Pros, Cons of Rail Options

Share

In Valley News, May 28, 1990, you provided a table comparing the pros and cons of rail options. Allow me to respond to some items.

Under cons of the monorail system, you say that “Residential areas along freeway will incur visual blight, some noise, loss of privacy and increased congestion.”

How do you know these things? Visual blight is dependent on who sees what. How many will see the monorail and what will it look like? “Some noise” means that the monorail would overcome the noise of the freeway. Is this true? How much is some?

Advertisement

“Loss of privacy” means to me that riders in the trains could see into private yards and homes. Yet I can envision a system which makes glass electronically opaque when passing sensitive areas.

“Increased congestion.” Where? On the freeway?

Finally, you say that “Some critics say that elevated structures might collapse in a severe earthquake.” Who are these critics? Do they have any standing in the seismic safety community?
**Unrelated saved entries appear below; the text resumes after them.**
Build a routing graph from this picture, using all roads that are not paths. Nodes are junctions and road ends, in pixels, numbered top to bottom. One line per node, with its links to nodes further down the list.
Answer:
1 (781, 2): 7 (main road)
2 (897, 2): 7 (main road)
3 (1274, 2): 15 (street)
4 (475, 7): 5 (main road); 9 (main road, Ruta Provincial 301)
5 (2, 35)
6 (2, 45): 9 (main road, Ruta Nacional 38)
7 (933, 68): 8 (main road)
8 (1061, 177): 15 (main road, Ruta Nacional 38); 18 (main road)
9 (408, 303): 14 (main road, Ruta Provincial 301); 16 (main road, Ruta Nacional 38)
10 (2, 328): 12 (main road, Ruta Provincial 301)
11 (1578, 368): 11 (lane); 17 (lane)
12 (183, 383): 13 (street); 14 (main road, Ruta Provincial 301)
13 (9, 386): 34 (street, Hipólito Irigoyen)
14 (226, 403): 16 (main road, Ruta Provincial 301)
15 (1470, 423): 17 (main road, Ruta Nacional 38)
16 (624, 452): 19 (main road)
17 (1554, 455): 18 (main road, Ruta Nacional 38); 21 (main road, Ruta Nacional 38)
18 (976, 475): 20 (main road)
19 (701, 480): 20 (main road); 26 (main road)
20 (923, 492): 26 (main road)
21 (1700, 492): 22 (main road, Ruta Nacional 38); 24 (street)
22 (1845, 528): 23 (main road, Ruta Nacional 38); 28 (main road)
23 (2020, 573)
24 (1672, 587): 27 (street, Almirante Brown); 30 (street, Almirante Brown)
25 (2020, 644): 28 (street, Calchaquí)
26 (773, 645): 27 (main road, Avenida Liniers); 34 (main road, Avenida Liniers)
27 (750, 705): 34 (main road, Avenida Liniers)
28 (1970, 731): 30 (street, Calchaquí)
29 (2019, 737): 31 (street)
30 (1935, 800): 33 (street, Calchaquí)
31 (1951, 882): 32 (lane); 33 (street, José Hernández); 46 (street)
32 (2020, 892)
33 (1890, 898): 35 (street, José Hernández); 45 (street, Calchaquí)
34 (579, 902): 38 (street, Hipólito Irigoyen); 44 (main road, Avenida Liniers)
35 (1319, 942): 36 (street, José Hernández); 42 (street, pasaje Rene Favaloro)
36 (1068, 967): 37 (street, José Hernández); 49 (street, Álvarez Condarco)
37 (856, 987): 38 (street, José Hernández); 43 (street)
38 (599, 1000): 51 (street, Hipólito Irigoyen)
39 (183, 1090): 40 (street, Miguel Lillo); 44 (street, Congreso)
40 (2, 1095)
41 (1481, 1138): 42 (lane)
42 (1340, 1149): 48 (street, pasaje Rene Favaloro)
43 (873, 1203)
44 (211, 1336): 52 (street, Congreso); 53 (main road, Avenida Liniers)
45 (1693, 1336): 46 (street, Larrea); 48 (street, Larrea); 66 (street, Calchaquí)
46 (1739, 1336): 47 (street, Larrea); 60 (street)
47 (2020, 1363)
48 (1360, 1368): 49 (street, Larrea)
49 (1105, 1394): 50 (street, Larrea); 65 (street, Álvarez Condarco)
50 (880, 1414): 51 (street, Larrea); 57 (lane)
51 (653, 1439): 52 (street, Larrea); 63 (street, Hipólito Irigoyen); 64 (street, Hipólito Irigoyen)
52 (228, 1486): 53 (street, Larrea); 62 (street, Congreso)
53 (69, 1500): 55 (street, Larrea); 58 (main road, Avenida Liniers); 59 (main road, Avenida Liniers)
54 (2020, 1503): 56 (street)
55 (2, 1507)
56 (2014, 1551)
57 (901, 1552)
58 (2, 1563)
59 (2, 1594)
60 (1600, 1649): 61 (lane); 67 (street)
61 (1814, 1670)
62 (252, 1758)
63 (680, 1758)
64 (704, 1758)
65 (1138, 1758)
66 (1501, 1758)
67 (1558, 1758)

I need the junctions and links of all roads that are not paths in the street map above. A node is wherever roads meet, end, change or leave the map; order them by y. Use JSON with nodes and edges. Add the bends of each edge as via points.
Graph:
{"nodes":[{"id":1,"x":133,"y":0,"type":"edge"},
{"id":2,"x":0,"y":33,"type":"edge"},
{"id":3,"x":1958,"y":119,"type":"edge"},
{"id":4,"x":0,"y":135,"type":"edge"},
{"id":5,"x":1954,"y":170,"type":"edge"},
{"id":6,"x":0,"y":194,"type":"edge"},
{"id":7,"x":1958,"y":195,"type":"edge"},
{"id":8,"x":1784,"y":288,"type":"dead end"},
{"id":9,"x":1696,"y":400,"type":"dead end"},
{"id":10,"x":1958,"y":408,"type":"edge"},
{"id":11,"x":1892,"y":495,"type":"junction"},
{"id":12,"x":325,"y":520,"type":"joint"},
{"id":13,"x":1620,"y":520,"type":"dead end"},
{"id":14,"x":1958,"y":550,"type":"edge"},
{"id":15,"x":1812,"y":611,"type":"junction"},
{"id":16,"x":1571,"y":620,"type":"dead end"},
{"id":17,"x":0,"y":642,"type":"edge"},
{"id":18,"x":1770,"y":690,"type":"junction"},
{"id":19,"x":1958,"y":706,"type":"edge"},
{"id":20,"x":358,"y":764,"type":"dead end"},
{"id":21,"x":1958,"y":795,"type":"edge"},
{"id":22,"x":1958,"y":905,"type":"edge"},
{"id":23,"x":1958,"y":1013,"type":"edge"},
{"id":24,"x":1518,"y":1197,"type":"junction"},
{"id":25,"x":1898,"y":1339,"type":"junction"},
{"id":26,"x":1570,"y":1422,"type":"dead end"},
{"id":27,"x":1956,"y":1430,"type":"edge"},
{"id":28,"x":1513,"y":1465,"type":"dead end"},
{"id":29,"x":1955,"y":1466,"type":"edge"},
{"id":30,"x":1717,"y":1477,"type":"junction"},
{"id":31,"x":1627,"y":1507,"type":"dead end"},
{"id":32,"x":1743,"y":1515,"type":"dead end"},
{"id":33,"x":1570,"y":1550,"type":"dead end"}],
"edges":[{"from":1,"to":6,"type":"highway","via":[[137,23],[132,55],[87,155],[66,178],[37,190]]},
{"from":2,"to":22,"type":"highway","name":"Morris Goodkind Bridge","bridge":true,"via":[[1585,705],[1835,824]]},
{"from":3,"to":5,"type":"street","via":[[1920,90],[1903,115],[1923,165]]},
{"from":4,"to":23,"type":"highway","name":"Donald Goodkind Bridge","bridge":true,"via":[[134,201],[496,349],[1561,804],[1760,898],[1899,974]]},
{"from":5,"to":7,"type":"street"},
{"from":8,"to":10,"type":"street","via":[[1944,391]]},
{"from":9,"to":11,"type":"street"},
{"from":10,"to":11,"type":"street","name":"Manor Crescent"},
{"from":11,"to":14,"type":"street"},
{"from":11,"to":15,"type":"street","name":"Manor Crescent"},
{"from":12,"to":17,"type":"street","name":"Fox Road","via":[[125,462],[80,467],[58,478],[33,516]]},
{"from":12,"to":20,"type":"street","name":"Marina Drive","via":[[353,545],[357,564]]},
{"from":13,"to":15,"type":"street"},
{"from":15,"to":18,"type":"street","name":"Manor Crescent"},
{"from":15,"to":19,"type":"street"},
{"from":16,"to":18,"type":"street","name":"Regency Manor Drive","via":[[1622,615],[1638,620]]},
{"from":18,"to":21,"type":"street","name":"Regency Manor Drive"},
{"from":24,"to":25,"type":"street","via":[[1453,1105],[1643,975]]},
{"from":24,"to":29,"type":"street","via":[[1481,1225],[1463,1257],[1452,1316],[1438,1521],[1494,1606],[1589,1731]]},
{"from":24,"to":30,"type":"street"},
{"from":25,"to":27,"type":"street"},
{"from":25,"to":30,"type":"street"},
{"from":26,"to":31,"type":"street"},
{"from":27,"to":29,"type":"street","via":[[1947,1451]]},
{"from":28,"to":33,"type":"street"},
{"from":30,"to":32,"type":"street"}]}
The L.A. County Transportation Commission published a draft environmental impact report on rail options in November, 1989, and, with the exception that the monorail option was given only lip-service, it was a credible job. What we in the Valley needed was an expansion of this report which addressed the pros and cons of all rail options, including monorail. We also needed this report fully exposed in our newspapers. What we didn’t need was a major newspaper doing a sloppy job of presenting options to the public based on unsubstantiated claims and its own value judgments.